What is being asked
Lines below that include the word "dead" should each be copied.

Records provided
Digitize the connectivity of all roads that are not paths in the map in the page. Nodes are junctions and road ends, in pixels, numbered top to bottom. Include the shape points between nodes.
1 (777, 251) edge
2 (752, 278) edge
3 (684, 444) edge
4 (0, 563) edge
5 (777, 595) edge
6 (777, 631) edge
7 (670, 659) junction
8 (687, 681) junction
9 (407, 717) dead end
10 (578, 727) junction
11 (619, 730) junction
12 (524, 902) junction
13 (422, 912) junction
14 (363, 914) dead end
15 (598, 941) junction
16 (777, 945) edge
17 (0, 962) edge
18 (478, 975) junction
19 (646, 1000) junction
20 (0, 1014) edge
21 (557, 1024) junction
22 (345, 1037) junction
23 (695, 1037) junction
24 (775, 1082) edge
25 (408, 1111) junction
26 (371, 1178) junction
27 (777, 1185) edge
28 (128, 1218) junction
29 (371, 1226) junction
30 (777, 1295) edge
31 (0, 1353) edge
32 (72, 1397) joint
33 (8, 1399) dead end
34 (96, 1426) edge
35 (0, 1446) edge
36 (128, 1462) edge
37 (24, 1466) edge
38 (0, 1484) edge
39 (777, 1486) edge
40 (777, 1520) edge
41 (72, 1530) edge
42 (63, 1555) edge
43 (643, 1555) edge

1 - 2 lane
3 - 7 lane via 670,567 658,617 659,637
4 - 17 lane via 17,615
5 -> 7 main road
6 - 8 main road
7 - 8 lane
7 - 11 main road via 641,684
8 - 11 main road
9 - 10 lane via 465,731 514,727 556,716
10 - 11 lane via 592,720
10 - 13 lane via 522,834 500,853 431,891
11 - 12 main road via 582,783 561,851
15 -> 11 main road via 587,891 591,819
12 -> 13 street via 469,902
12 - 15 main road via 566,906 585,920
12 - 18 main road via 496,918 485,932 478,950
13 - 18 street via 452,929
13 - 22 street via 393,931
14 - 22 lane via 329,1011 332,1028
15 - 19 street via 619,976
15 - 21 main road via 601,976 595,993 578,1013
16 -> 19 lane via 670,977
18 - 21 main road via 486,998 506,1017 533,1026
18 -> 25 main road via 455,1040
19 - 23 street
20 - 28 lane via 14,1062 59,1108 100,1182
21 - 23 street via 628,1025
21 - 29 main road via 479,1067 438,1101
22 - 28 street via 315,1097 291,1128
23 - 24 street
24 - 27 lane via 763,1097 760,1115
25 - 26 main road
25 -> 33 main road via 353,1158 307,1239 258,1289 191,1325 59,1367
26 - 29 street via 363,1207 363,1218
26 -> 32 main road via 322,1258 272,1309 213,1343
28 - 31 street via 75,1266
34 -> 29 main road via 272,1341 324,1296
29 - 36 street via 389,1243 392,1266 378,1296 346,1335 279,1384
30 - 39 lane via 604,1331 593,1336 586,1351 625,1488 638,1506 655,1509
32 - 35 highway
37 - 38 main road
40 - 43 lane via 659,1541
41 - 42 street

Answer below
9 (407, 717) dead end
14 (363, 914) dead end
33 (8, 1399) dead end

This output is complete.